Rubrique Moyen-Orient/Monde

Frédéric Encel : « On aurait tort de prendre Trump au mot »

Au Moyen-Orient, les annonces de l’administration Trump ne seront pas forcément suivies d’effet, estime le professeur de relations internationales* à Sciences Po Paris et à la Paris Business School.

Actualité Juive : Donald Trump engage-t-il un virage à 180 degrés de la diplomatie américaine au Proche-Orient? 

Frédéric Encel : C'est une question à 35 milliards de dollars ! Soit plus ou moins le montant de l'ensemble des aides civiles et militaires que son prédécesseur Obama – contrairement à ce qu'ânonnent ses contempteurs – a accepté de consentir à Israël avant de quitter ses fonctions... Quant à Trump, on aurait tort de le prendre au mot car il en change sans cesse ! Il a promis le transfert de l'ambassade US à Jérusalem et il ne le fera pas. Il a juré de dénoncer l'accord sur le nucléaire iranien et il n'évoque plus qu'une renégociation. Il a dit devant Netanyahou que la solution à deux Etats n'était pas prioritaire mais fait dire par son secrétaire d'Etat le lendemain qu'elle le reste... Donc à 180 degrés oui, mais dans quel sens ?


A.J. : Binyamin Netanyahou peut-il lui même se satisfaire de la solution à un État que défend une partie de  son gouvernement? 

F. E. : La vérité, c'est que le chef du gouvernement israélien, certes nationaliste, n'en demeure pas moins un pragmatique. Aux grands effets de manche ou d'annonce d'un Trump dont il se méfie (à juste titre), il privilégie les actions américaines concrètes. Sur cette question des deux Etats, il s'est payé le luxe de ne même pas avoir à se déjuger ; ni envers ses faucons, à qui il rapporte une promesse d'absence de pressions de la Maison Blanche sur les implantations, ni envers la communauté internationale, devant laquelle il ne remet pas en cause son soutien officiel à cette perspective de partage. 

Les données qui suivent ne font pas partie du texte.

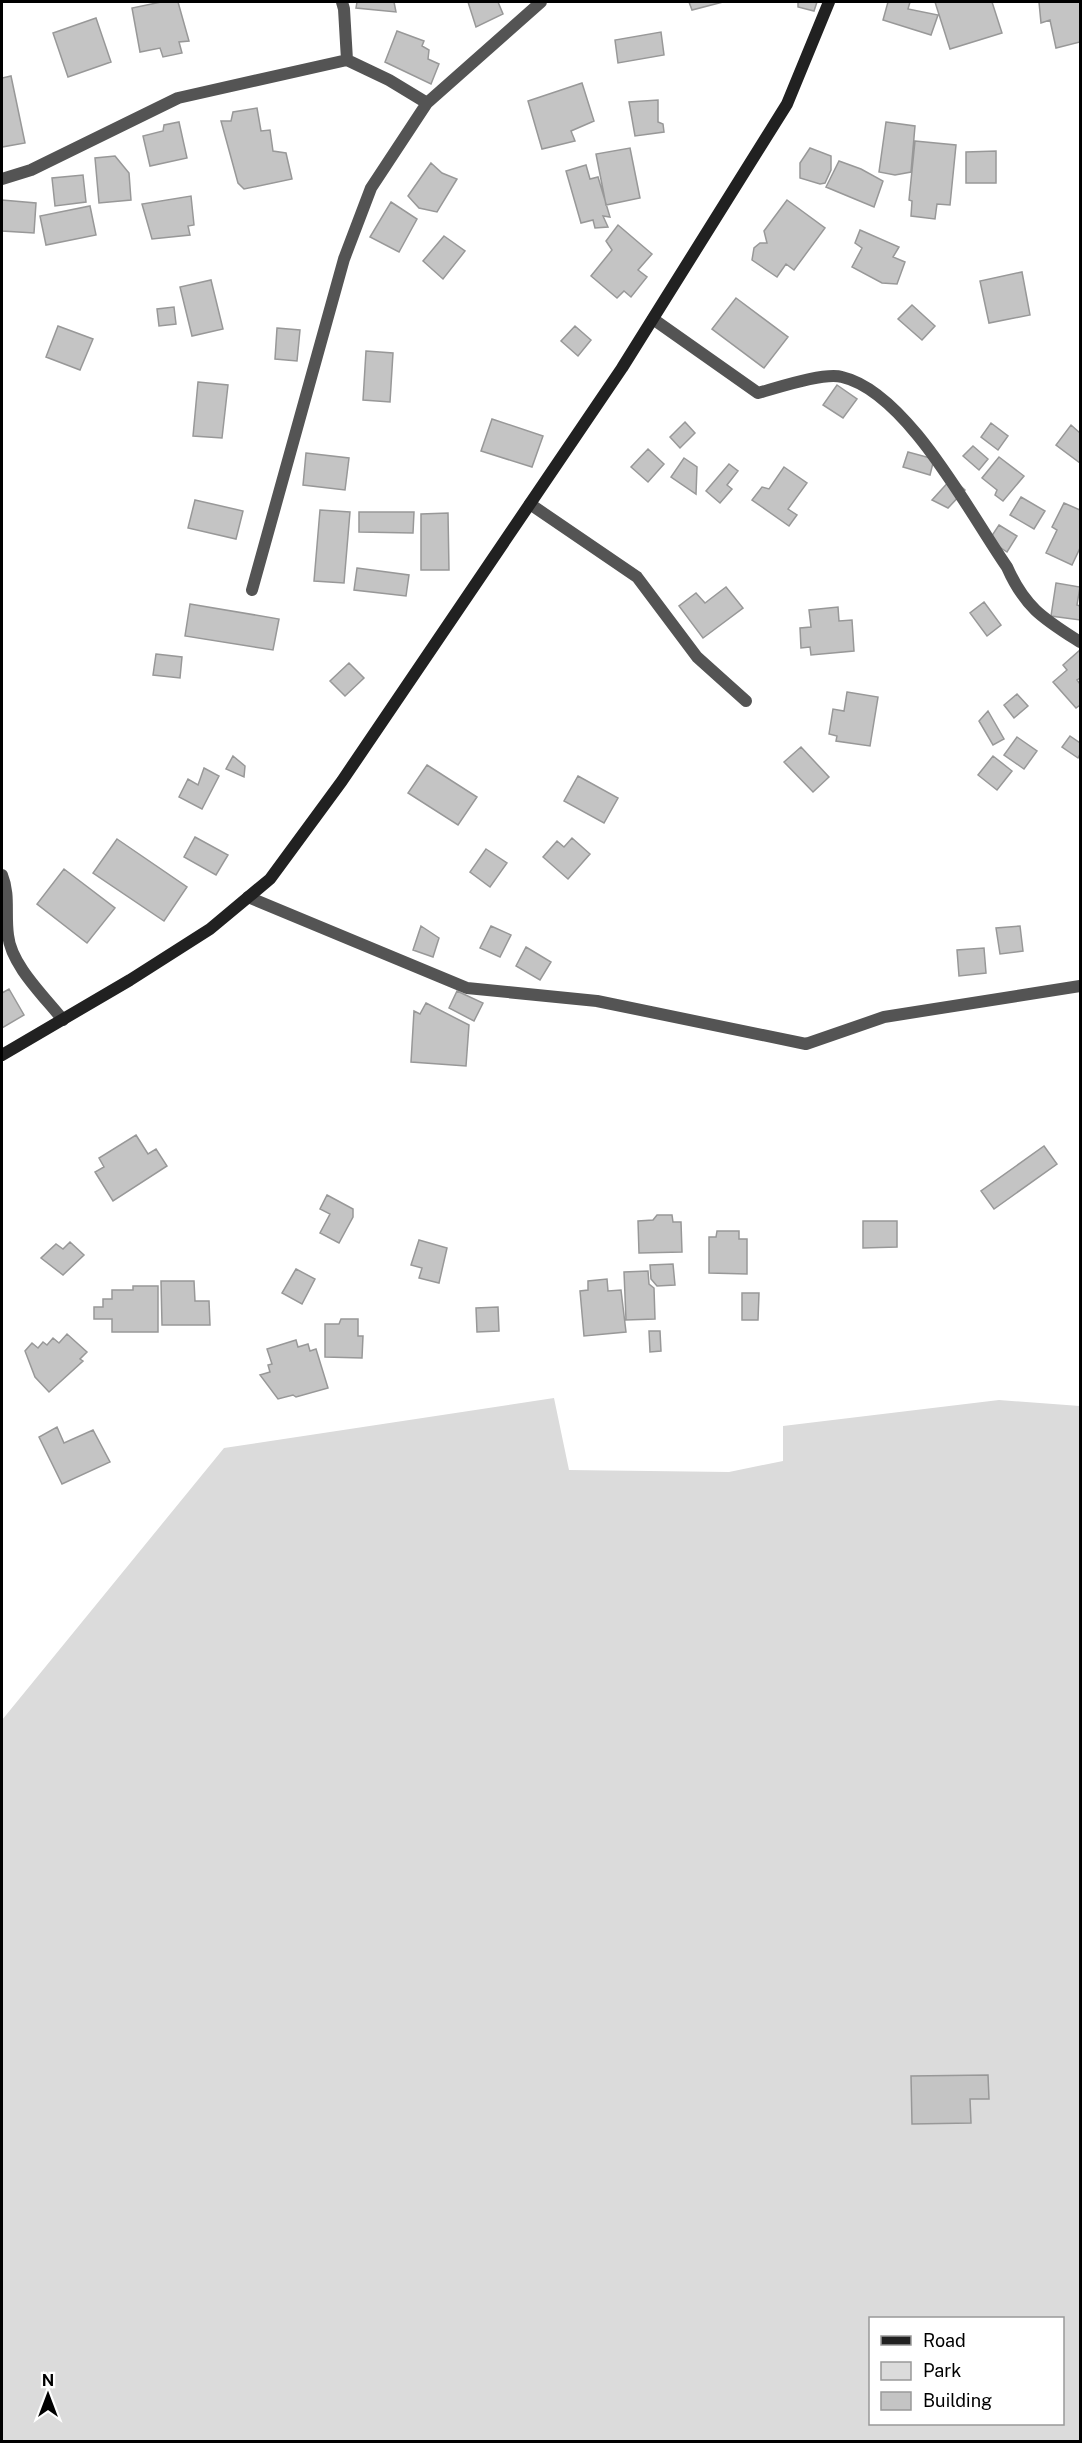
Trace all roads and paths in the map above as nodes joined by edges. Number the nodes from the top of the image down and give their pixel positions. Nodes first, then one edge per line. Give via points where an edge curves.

A.J.: Dissocier la paix de la solution à deux États peut-il être accepté par les Etats arabes sur lesquels compte s'appuyer le président américain? 

F. E. : Vous savez, le monde arabe est dans un tel état de faiblesse sinon de chaos géopolitique que le problème ne viendra pas  de là. Cela pourrait sembler rassurant pour Israël, mais attention : on peut la tourner dans tous les sens, la question palestinienne existe et à terme il faudra bien la traiter. Or je ne vois pas d'alternative sérieuse et crédible à la solution des deux Etats. Ben Gourion lui-même l'avait admis dès 1947...


A.J. : Une convergence très nette réunit l'administration Trump et Binyamin Netanyahou dans le dossier iranien.  Sous quelle forme peut-elle s'exprimer dans les mois à venir? 

F. E. : Discursive et rien de plus, sauf si Téhéran viole l'accord du 14 juillet 2015. Auquel cas il laisserait sans doute Israël agir. Mais tant qu'on n'est pas dans ce schéma – et je doute fort que l'Iran prenne ce risque – Trump ne peut rien faire de crédible. Car renégocier l'accord sera refusé par les quatre autres membres permanents du Conseil de sécurité, plus l'Allemagne. Parmi eux, la Russie sera intraitable. Mais si, vous savez, cette Russie censée représenter une alliée ! Avec le nouveau chef de l'Etat américain, nous ne sommes pas au bout de nos surprises...

*Fait paraître cette semaine la 4e édition de son Atlas géopolitique d'Israël (24 e) aux éditions Autrement.